Adding more presses than what you have
Posted: 16 Jan 2006 12:42 pm
Hello, so far so good. Been using the program for two days now and I was wondering, how do I add and change the presses you have listed? I have Two 2-Color and two 1-Color presses and want to add them all in.
As you may have gotten my email, I understand you can't add presses but I have four different presses, two 2-colors 12x18 and 19x25 so you can understand why I can't use them as the same price structure. Thanks.
. . . . . Ed Messer
Joined: 16 Jan 2006 Posts: 1 Location: Bennington VT
Hi Ed, welcome to the Forum. Take a look at Can I add an additional Press? and see whether that answers your question. I did get your e-mail, but allow me to respond to it here on the forum so that other Morning Flight users can benefit from the answer. Hope you don't mind.

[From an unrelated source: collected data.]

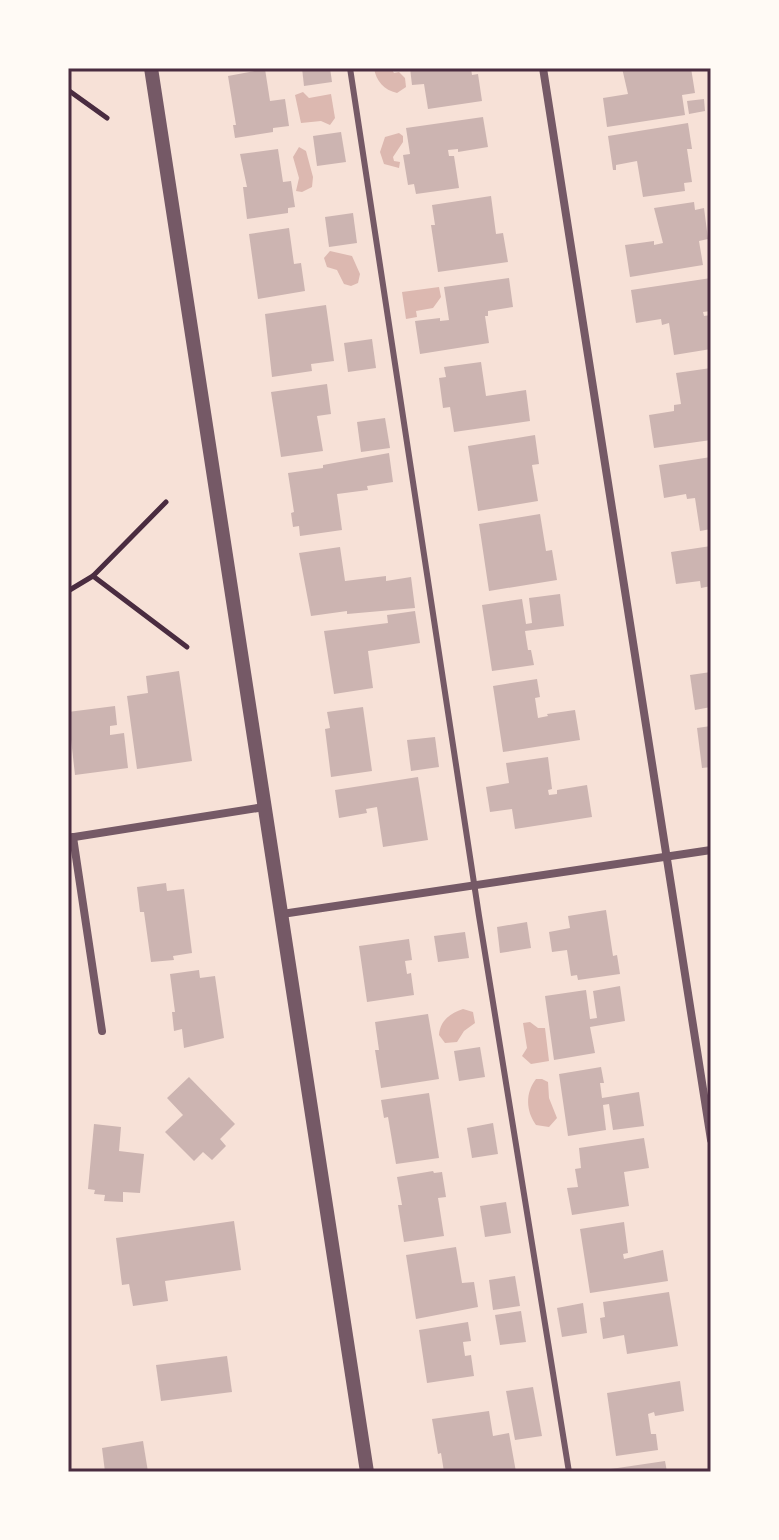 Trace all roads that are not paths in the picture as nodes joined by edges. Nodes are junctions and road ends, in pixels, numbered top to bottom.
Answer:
1 (151, 68) edge
2 (350, 68) edge
3 (543, 68) edge
4 (264, 807) junction
5 (71, 838) edge
6 (711, 850) edge
7 (667, 857) junction
8 (474, 886) junction
9 (282, 914) junction
10 (102, 1031) dead end
11 (711, 1140) edge
12 (367, 1472) edge
13 (569, 1472) edge

1 - 4 street
2 - 8 lane
3 - 7 street
4 - 5 street
4 - 9 street
5 - 10 street
6 - 7 street
7 - 8 street
7 - 11 street
8 - 9 street
8 - 13 lane
9 - 12 street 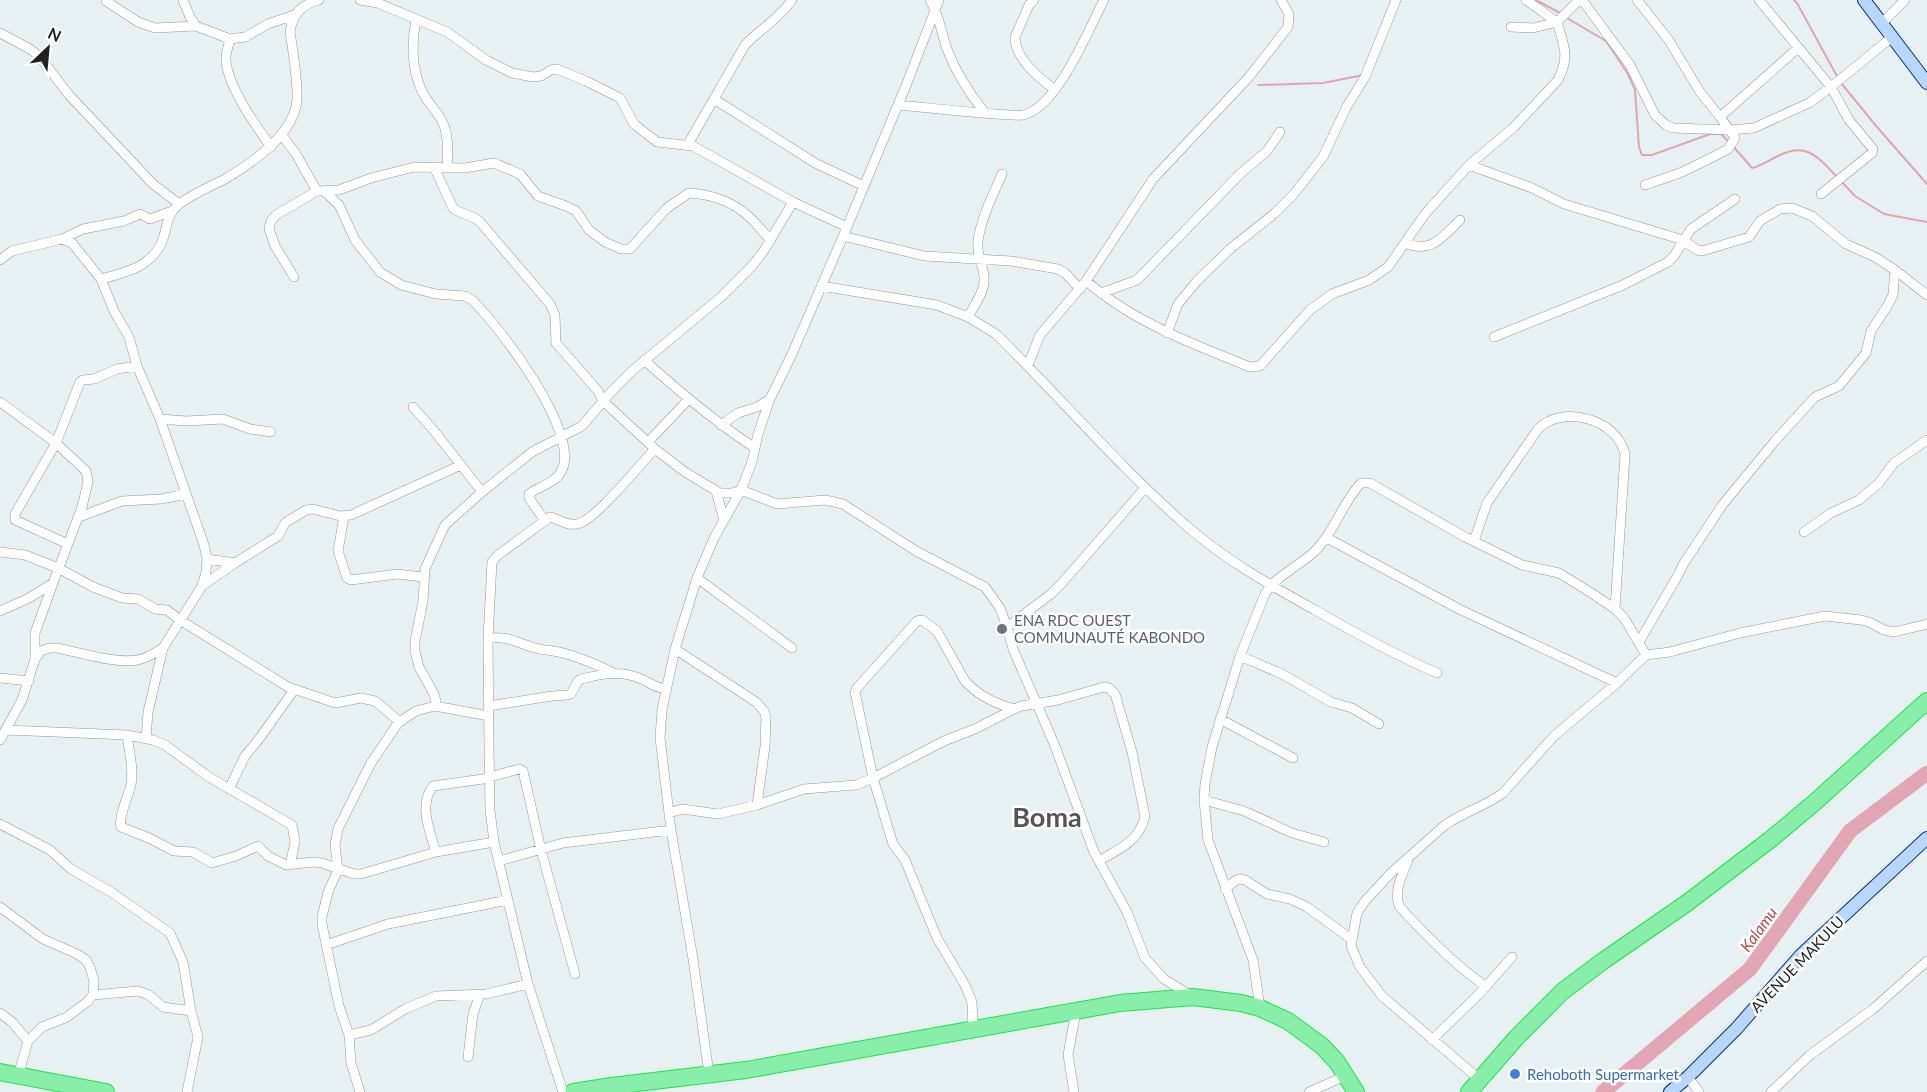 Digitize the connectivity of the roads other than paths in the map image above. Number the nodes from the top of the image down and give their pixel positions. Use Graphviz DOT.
graph roads {
  1 [pos="183,0"];
  2 [pos="319,0"];
  3 [pos="360,0"];
  4 [pos="367,0"];
  5 [pos="792,0"];
  6 [pos="1034,0"];
  7 [pos="1104,0"];
  8 [pos="1281,0"];
  9 [pos="1396,0"];
  10 [pos="1526,0"];
  11 [pos="1581,0"];
  12 [pos="1637,0"];
  13 [pos="1759,0"];
  14 [pos="1864,0"];
  15 [pos="1905,0"];
  16 [pos="106,1"];
  17 [pos="934,3"];
  18 [pos="297,14"];
  19 [pos="1561,18"];
  20 [pos="416,20"];
  21 [pos="1882,23"];
  22 [pos="196,26"];
  23 [pos="1511,27"];
  24 [pos="0,33"];
  25 [pos="1892,37"];
  26 [pos="231,39"];
  27 [pos="1798,48"];
  28 [pos="1927,83"];
  29 [pos="1833,86"];
  30 [pos="1055,90"];
  31 [pos="714,99"];
  32 [pos="898,105"];
  33 [pos="985,113"];
  34 [pos="1720,117"];
  35 [pos="1729,129"];
  36 [pos="1280,132"];
  37 [pos="281,134"];
  38 [pos="688,144"];
  39 [pos="271,147"];
  40 [pos="1469,165"];
  41 [pos="434,167"];
  42 [pos="447,167"];
  43 [pos="1002,174"];
  44 [pos="1646,185"];
  45 [pos="864,186"];
  46 [pos="321,191"];
  47 [pos="1821,194"];
  48 [pos="1735,199"];
  49 [pos="793,202"];
  50 [pos="176,208"];
  51 [pos="1460,220"];
  52 [pos="845,231"];
  53 [pos="63,239"];
  54 [pos="771,240"];
  55 [pos="1683,240"];
  56 [pos="1405,243"];
  57 [pos="0,260"];
  58 [pos="978,260"];
  59 [pos="1895,270"];
  60 [pos="294,277"];
  61 [pos="100,279"];
  62 [pos="1083,285"];
  63 [pos="821,286"];
  64 [pos="1101,293"];
  65 [pos="1927,294"];
  66 [pos="968,316"];
  67 [pos="1167,333"];
  68 [pos="1494,337"];
  69 [pos="644,360"];
  70 [pos="1028,365"];
  71 [pos="137,366"];
  72 [pos="689,399"];
  73 [pos="770,399"];
  74 [pos="603,401"];
  75 [pos="0,402"];
  76 [pos="413,407"];
  77 [pos="160,419"];
  78 [pos="721,425"];
  79 [pos="271,432"];
  80 [pos="562,436"];
  81 [pos="1927,440"];
  82 [pos="56,443"];
  83 [pos="651,446"];
  84 [pos="755,448"];
  85 [pos="461,465"];
  86 [pos="1145,488"];
  87 [pos="741,490"];
  88 [pos="716,491"];
  89 [pos="482,492"];
  90 [pos="186,494"];
  91 [pos="344,516"];
  92 [pos="79,517"];
  93 [pos="724,520"];
  94 [pos="545,521"];
  95 [pos="1804,532"];
  96 [pos="1327,538"];
  97 [pos="1474,541"];
  98 [pos="68,544"];
  99 [pos="0,552"];
  100 [pos="207,559"];
  101 [pos="235,562"];
  102 [pos="58,568"];
  103 [pos="423,577"];
  104 [pos="697,578"];
  105 [pos="53,583"];
  106 [pos="1270,585"];
  107 [pos="202,586"];
  108 [pos="1615,609"];
  109 [pos="0,611"];
  110 [pos="180,620"];
  111 [pos="1927,624"];
  112 [pos="1007,627"];
  113 [pos="488,639"];
  114 [pos="1639,642"];
  115 [pos="163,648"];
  116 [pos="792,648"];
  117 [pos="675,649"];
  118 [pos="1646,655"];
  119 [pos="1240,656"];
  120 [pos="34,659"];
  121 [pos="612,672"];
  122 [pos="1437,673"];
  123 [pos="0,678"];
  124 [pos="29,681"];
  125 [pos="1617,683"];
  126 [pos="666,689"];
  127 [pos="294,690"];
  128 [pos="1927,701"];
  129 [pos="1037,705"];
  130 [pos="435,706"];
  131 [pos="1014,709"];
  132 [pos="489,711"];
  133 [pos="1220,719"];
  134 [pos="400,722"];
  135 [pos="1379,724"];
  136 [pos="6,730"];
  137 [pos="127,735"];
  138 [pos="146,739"];
  139 [pos="0,740"];
  140 [pos="1293,758"];
  141 [pos="491,777"];
  142 [pos="873,778"];
  143 [pos="230,789"];
  144 [pos="1204,800"];
  145 [pos="757,805"];
  146 [pos="669,813"];
  147 [pos="0,825"];
  148 [pos="671,830"];
  149 [pos="1927,838"];
  150 [pos="494,842"];
  151 [pos="1324,842"];
  152 [pos="541,850"];
  153 [pos="436,852"];
  154 [pos="1409,857"];
  155 [pos="499,861"];
  156 [pos="1099,861"];
  157 [pos="290,865"];
  158 [pos="338,870"];
  159 [pos="1225,889"];
  160 [pos="508,900"];
  161 [pos="0,907"];
  162 [pos="1351,939"];
  163 [pos="326,945"];
  164 [pos="1512,957"];
  165 [pos="1927,961"];
  166 [pos="575,974"];
  167 [pos="1164,979"];
  168 [pos="528,984"];
  169 [pos="1485,986"];
  170 [pos="480,994"];
  171 [pos="93,995"];
  172 [pos="1193,997"];
  173 [pos="1162,999"];
  174 [pos="1260,1008"];
  175 [pos="191,1011"];
  176 [pos="1076,1011"];
  177 [pos="0,1013"];
  178 [pos="973,1030"];
  179 [pos="349,1035"];
  180 [pos="1432,1040"];
  181 [pos="28,1041"];
  182 [pos="468,1057"];
  183 [pos="0,1072"];
  184 [pos="709,1074"];
  185 [pos="1347,1075"];
  186 [pos="18,1076"];
  187 [pos="1688,1077"];
  188 [pos="1474,1086"];
  189 [pos="106,1092"];
  190 [pos="187,1092"];
  191 [pos="360,1092"];
  192 [pos="563,1092"];
  193 [pos="573,1092"];
  194 [pos="1074,1092"];
  195 [pos="1309,1092"];
  196 [pos="1356,1092"];
  197 [pos="1670,1092"];
  198 [pos="1699,1092"];
  199 [pos="1771,1092"];
  1 -- 22 [label="street"];
  2 -- 18 [label="street"];
  3 -- 4 [label="street"];
  4 -- 20 [label="street"];
  5 -- 31 [label="street"];
  6 -- 30 [label="street"];
  7 -- 30 [label="street"];
  8 -- 62 [label="street"];
  9 -- 67 [label="street"];
  10 -- 19 [label="street"];
  11 -- 19 [label="street"];
  11 -- 35 [label="street"];
  12 -- 34 [label="street"];
  13 -- 27 [label="street"];
  14 -- 21 [label="main road"];
  15 -- 21 [label="street"];
  16 -- 22 [label="street"];
  17 -- 32 [label="street"];
  17 -- 33 [label="street"];
  18 -- 26 [label="street"];
  18 -- 37 [label="street"];
  19 -- 23 [label="street"];
  19 -- 40 [label="street"];
  20 -- 38 [label="street"];
  20 -- 42 [label="street"];
  21 -- 25 [label="main road"];
  22 -- 26 [label="street"];
  24 -- 50 [label="street"];
  25 -- 28 [label="main road"];
  25 -- 29 [label="street"];
  26 -- 39 [label="street"];
  27 -- 29 [label="street"];
  27 -- 34 [label="street"];
  29 -- 35 [label="street"];
  29 -- 47 [label="street"];
  30 -- 33 [label="street"];
  31 -- 38 [label="street"];
  31 -- 45 [label="street"];
  32 -- 33 [label="street"];
  32 -- 45 [label="street"];
  34 -- 35 [label="street"];
  35 -- 44 [label="street"];
  36 -- 64 [label="street"];
  37 -- 39 [label="street"];
  37 -- 46 [label="street"];
  38 -- 49 [label="street"];
  39 -- 50 [label="street"];
  40 -- 55 [label="street"];
  40 -- 56 [label="street"];
  41 -- 42 [label="street"];
  41 -- 46 [label="street"];
  41 -- 74 [label="street"];
  42 -- 54 [label="street"];
  43 -- 58 [label="street"];
  45 -- 52 [label="street"];
  46 -- 60 [label="street"];
  46 -- 80 [label="street"];
  48 -- 55 [label="street"];
  49 -- 52 [label="street"];
  49 -- 54 [label="street"];
  50 -- 53 [label="street"];
  50 -- 61 [label="street"];
  51 -- 56 [label="street"];
  52 -- 58 [label="street"];
  52 -- 63 [label="street"];
  53 -- 57 [label="street"];
  53 -- 61 [label="street"];
  54 -- 69 [label="street"];
  55 -- 59 [label="street"];
  55 -- 68 [label="street"];
  56 -- 67 [label="street"];
  58 -- 62 [label="street"];
  58 -- 66 [label="street"];
  59 -- 65 [label="street"];
  59 -- 114 [label="street"];
  61 -- 71 [label="street"];
  62 -- 64 [label="street"];
  62 -- 70 [label="street"];
  63 -- 66 [label="street"];
  63 -- 73 [label="street"];
  64 -- 67 [label="street"];
  66 -- 70 [label="street"];
  69 -- 72 [label="street"];
  69 -- 74 [label="street"];
  70 -- 86 [label="street"];
  71 -- 77 [label="street"];
  71 -- 82 [label="street"];
  72 -- 78 [label="street"];
  72 -- 83 [label="street"];
  73 -- 78 [label="street"];
  73 -- 84 [label="street"];
  74 -- 80 [label="street"];
  74 -- 83 [label="street"];
  75 -- 82 [label="street"];
  76 -- 85 [label="street"];
  77 -- 79 [label="street"];
  77 -- 90 [label="street"];
  78 -- 84 [label="street"];
  80 -- 89 [label="street"];
  80 -- 94 [label="street"];
  81 -- 95 [label="street"];
  82 -- 92 [label="street"];
  82 -- 98 [label="street"];
  83 -- 88 [label="street"];
  83 -- 94 [label="street"];
  84 -- 87 [label="street"];
  85 -- 89 [label="street"];
  85 -- 91 [label="street"];
  86 -- 106 [label="street"];
  86 -- 112 [label="street"];
  87 -- 88 [label="street"];
  87 -- 93 [label="street"];
  87 -- 112 [label="street"];
  88 -- 93 [label="street"];
  89 -- 103 [label="street"];
  90 -- 92 [label="street"];
  90 -- 100 [label="street"];
  91 -- 101 [label="street"];
  91 -- 103 [label="street"];
  92 -- 98 [label="street"];
  93 -- 104 [label="street"];
  94 -- 113 [label="street"];
  96 -- 97 [label="street"];
  96 -- 106 [label="street"];
  96 -- 125 [label="street"];
  97 -- 108 [label="street"];
  97 -- 108 [label="street"];
  98 -- 102 [label="street"];
  99 -- 102 [label="street"];
  100 -- 101 [label="street"];
  100 -- 107 [label="street"];
  101 -- 107 [label="street"];
  102 -- 105 [label="street"];
  102 -- 110 [label="street"];
  103 -- 130 [label="street"];
  104 -- 116 [label="street"];
  104 -- 117 [label="street"];
  105 -- 109 [label="street"];
  105 -- 120 [label="street"];
  106 -- 119 [label="street"];
  106 -- 122 [label="street"];
  107 -- 110 [label="street"];
  108 -- 114 [label="street"];
  110 -- 115 [label="street"];
  110 -- 127 [label="street"];
  111 -- 118 [label="street"];
  112 -- 129 [label="street"];
  113 -- 121 [label="street"];
  113 -- 132 [label="street"];
  114 -- 118 [label="street"];
  115 -- 120 [label="street"];
  115 -- 138 [label="street"];
  117 -- 126 [label="street"];
  117 -- 145 [label="street"];
  118 -- 125 [label="street"];
  119 -- 133 [label="street"];
  119 -- 135 [label="street"];
  120 -- 124 [label="street"];
  121 -- 126 [label="street"];
  121 -- 132 [label="street"];
  123 -- 124 [label="street"];
  124 -- 136 [label="street"];
  125 -- 154 [label="street"];
  126 -- 146 [label="street"];
  127 -- 134 [label="street"];
  127 -- 143 [label="street"];
  128 -- 188 [label="highway"];
  129 -- 131 [label="street"];
  129 -- 156 [label="street"];
  129 -- 156 [label="street"];
  130 -- 132 [label="street"];
  130 -- 134 [label="street"];
  131 -- 142 [label="street"];
  131 -- 142 [label="street"];
  132 -- 141 [label="street"];
  133 -- 140 [label="street"];
  133 -- 144 [label="street"];
  134 -- 158 [label="street"];
  136 -- 137 [label="street"];
  136 -- 139 [label="street"];
  137 -- 138 [label="street"];
  137 -- 157 [label="street"];
  138 -- 143 [label="street"];
  141 -- 150 [label="street"];
  141 -- 152 [label="street"];
  141 -- 153 [label="street"];
  142 -- 145 [label="street"];
  142 -- 178 [label="street"];
  143 -- 157 [label="street"];
  144 -- 151 [label="street"];
  144 -- 159 [label="street"];
  145 -- 146 [label="street"];
  146 -- 148 [label="street"];
  147 -- 175 [label="street"];
  148 -- 152 [label="street"];
  148 -- 184 [label="street"];
  149 -- 187 [label="main road, AVENUE MAKULU"];
  150 -- 153 [label="street"];
  150 -- 155 [label="street"];
  152 -- 155 [label="street"];
  152 -- 166 [label="street"];
  153 -- 158 [label="street"];
  154 -- 162 [label="street"];
  154 -- 169 [label="street"];
  155 -- 160 [label="street"];
  156 -- 167 [label="street"];
  157 -- 158 [label="street"];
  158 -- 163 [label="street"];
  159 -- 162 [label="street"];
  159 -- 174 [label="street"];
  160 -- 163 [label="street"];
  160 -- 168 [label="street"];
  161 -- 171 [label="street"];
  162 -- 180 [label="street"];
  163 -- 179 [label="street"];
  164 -- 169 [label="street"];
  165 -- 199 [label="street"];
  167 -- 172 [label="street"];
  167 -- 173 [label="street"];
  168 -- 170 [label="street"];
  168 -- 192 [label="street"];
  169 -- 180 [label="street"];
  170 -- 179 [label="street"];
  170 -- 182 [label="street"];
  171 -- 175 [label="street"];
  171 -- 181 [label="street"];
  172 -- 173 [label="highway"];
  172 -- 174 [label="highway"];
  173 -- 176 [label="highway"];
  174 -- 185 [label="highway"];
  175 -- 190 [label="street"];
  176 -- 178 [label="highway"];
  176 -- 194 [label="street"];
  177 -- 181 [label="street"];
  178 -- 184 [label="highway"];
  179 -- 191 [label="street"];
  180 -- 188 [label="street"];
  181 -- 186 [label="street"];
  183 -- 186 [label="highway"];
  184 -- 193 [label="highway"];
  185 -- 195 [label="street"];
  185 -- 196 [label="highway"];
  186 -- 189 [label="highway"];
  187 -- 197 [label="main road, AVENUE MAKULU"];
  187 -- 198 [label="street"];
}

About the "free" observation in your e-mail - free is no bargain if you can't get the program to work for you. In a nutshell, here are some of the reasons why Morning Flight uses virtual presses:
When a customer comes into your shop to order 1,000 flyers, I firmly believe he or she doesn't care whether you print those flyers on your 12 x 18 or your 19 x 25 press. Only a printer has the expertise to select the press and how to best run the job. What Morning Flight asks is that, from a pricing perspective, the decision be based on the specifications of the product. The price should never be higher because the designated press is down today, waiting for a part to come in. That will affect which press you'll actually have to pick to produce the job, but it shouldn't determine how you price it.
In a previous post, I mentioned that consistent pricing (along with consistent quality and service) is the key to keeping customers happy. A $100 letterhead you ran last month on your 12 x 18 can't suddenly cost $150 coming off your 19 x 25 if you're counting on repeat orders.
Then there's the internet. Before long, your customers will expect to get prices off your website 24/7, and when that time comes, the type of press to which the job ultimately gets assigned is no longer a factor. That will leave the product, not the press, as the price maker. All estimating coming off the web will by nature be product-centric, and Morning Flight is just ahead of the curve.
Having said that, there will be a press-based version of MF down the road. The product-centric approach doesn't work for everything. Large projects and very long runs are best quoted as "Specials" on the physical presses they'll actually be run on. But a press-based estimating system can't be written for amateurs, so it will never see the internet.
Ed, while you're getting a feel for the program, make a few twin sets of products that resemble some of the jobs you quote on regularly, then set the run properties of one twin so it would get assigned to your 12 x 18, those of the other twin so it would get assigned to your 19 x 25. Now compare the pricing to what you would have charged had you quoted the jobs manually. Keep adjusting the hourly run cost for the press, then the makeready, run speed, and multiples of the products.
It will take some more "messing around," as you've put it in your e-mail, but in time, I'm sure Morning Flight will give you a pricing formula you can live with.